There is truly a wealth of information and “hints” for fiduciaries to best navigate the escape room of digital assets within Digital Estate Entanglement, but the most important takeaway is that the hints have to be understood and implemented prior to death or incapacitation.
“The financial or emotional significance attached to digital assets and the potential loss of access to digital assets should alarm estate planning professionals if digital estate planning has not occurred.
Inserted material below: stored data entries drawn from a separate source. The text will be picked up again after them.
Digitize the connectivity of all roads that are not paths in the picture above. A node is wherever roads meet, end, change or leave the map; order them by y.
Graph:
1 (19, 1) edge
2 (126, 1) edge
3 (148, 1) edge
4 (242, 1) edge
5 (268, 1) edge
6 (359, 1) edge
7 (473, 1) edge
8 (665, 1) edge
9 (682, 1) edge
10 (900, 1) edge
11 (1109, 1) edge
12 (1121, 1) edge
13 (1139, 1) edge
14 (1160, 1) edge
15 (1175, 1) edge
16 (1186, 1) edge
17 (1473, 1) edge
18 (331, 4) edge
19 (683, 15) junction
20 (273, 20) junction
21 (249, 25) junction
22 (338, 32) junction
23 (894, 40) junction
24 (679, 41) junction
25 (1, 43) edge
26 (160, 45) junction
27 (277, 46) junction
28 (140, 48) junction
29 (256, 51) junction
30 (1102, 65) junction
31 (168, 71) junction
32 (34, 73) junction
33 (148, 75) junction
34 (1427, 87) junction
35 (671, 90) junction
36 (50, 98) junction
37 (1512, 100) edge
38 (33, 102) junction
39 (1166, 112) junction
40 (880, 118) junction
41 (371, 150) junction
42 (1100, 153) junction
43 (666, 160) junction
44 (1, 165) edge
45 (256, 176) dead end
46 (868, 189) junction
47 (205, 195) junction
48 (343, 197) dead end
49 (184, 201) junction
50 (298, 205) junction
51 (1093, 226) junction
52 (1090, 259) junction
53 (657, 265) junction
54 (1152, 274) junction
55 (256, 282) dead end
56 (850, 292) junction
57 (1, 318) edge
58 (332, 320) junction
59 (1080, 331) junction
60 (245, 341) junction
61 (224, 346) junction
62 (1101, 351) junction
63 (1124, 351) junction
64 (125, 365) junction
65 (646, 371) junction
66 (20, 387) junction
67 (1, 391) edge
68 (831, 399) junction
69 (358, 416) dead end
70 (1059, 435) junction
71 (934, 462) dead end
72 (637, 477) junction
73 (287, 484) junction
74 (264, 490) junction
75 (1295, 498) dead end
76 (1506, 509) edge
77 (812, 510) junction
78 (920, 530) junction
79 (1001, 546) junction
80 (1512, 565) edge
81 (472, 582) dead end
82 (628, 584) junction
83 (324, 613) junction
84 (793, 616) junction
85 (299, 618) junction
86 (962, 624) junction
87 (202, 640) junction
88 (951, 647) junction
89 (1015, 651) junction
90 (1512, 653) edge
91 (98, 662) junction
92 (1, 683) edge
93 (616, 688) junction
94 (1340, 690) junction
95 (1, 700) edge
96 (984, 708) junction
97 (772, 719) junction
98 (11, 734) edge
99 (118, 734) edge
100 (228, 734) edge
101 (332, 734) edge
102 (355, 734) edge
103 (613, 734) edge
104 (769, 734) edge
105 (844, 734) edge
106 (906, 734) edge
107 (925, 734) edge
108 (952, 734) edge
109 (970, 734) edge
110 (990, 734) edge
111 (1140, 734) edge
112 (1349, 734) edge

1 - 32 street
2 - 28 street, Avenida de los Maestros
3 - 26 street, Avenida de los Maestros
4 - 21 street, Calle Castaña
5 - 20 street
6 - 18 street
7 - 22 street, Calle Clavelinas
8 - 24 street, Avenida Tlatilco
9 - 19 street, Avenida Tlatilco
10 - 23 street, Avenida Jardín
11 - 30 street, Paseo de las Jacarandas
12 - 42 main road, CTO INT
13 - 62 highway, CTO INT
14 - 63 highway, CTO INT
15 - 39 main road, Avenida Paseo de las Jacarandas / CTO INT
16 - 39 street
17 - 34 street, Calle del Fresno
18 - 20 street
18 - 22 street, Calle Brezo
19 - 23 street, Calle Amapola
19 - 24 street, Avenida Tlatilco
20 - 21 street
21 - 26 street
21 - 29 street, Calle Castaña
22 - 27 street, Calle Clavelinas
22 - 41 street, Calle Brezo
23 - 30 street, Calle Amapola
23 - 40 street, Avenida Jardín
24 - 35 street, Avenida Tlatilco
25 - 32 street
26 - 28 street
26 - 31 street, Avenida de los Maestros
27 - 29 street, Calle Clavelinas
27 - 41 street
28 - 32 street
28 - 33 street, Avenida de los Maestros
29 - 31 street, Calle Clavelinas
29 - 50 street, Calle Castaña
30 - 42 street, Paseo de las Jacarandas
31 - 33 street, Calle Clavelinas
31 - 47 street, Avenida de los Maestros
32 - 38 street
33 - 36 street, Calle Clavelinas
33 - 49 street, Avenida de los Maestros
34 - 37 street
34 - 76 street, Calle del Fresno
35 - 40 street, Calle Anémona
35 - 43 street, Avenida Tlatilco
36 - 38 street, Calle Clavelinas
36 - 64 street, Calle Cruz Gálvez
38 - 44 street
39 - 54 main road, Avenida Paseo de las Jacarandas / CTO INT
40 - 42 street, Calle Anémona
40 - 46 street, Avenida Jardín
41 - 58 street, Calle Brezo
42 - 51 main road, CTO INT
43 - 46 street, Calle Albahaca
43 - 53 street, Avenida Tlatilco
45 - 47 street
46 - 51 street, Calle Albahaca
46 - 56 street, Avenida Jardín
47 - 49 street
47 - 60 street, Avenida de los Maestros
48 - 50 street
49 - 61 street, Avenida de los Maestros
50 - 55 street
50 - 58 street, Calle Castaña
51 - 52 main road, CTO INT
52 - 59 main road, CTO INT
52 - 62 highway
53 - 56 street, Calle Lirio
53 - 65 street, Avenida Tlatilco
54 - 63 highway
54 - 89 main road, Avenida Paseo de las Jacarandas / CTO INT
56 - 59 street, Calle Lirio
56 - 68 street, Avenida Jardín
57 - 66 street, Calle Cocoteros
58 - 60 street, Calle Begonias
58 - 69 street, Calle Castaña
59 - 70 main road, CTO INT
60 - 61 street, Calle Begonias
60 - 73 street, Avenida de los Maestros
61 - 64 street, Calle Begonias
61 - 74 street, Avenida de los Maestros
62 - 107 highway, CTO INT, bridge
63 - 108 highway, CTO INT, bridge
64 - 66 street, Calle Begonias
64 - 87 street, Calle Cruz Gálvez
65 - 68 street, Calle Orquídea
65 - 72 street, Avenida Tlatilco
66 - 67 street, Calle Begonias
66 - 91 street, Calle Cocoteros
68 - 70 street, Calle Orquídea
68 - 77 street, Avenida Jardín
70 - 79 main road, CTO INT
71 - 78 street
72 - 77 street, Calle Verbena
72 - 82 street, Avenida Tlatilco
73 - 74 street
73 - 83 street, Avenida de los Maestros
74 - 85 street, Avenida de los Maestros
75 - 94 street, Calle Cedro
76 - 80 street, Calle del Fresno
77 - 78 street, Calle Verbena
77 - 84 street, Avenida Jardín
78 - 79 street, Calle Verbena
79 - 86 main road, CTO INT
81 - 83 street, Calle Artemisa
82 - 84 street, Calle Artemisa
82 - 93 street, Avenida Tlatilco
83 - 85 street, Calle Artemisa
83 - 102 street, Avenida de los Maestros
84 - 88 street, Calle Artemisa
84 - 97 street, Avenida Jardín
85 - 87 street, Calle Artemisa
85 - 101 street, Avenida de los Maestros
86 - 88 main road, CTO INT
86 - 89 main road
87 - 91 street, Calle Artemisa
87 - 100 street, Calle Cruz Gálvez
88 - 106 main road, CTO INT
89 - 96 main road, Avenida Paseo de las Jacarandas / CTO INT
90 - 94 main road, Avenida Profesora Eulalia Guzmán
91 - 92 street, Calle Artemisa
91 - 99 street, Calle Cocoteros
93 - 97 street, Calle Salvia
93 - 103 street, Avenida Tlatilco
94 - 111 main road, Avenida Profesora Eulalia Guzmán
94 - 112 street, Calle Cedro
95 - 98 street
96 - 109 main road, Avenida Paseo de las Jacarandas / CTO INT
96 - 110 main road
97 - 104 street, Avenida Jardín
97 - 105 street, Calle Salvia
The problem when dealing with digital assets is that many advisers may not appreciate the potential pitfalls, access hurdles, expenses and losses that may be at risk when proper measures are not taken, because up until now digital asset planning has never been required.” (p xix)
Hartung and Zegel clearly want to help fiduciaries and professionals be able to find the clues, solve the puzzle, and “escape the room”, and their new book is a must-read for anyone prior to navigating the complexities of settling any estate with digital assets– which in today’s world, is every estate.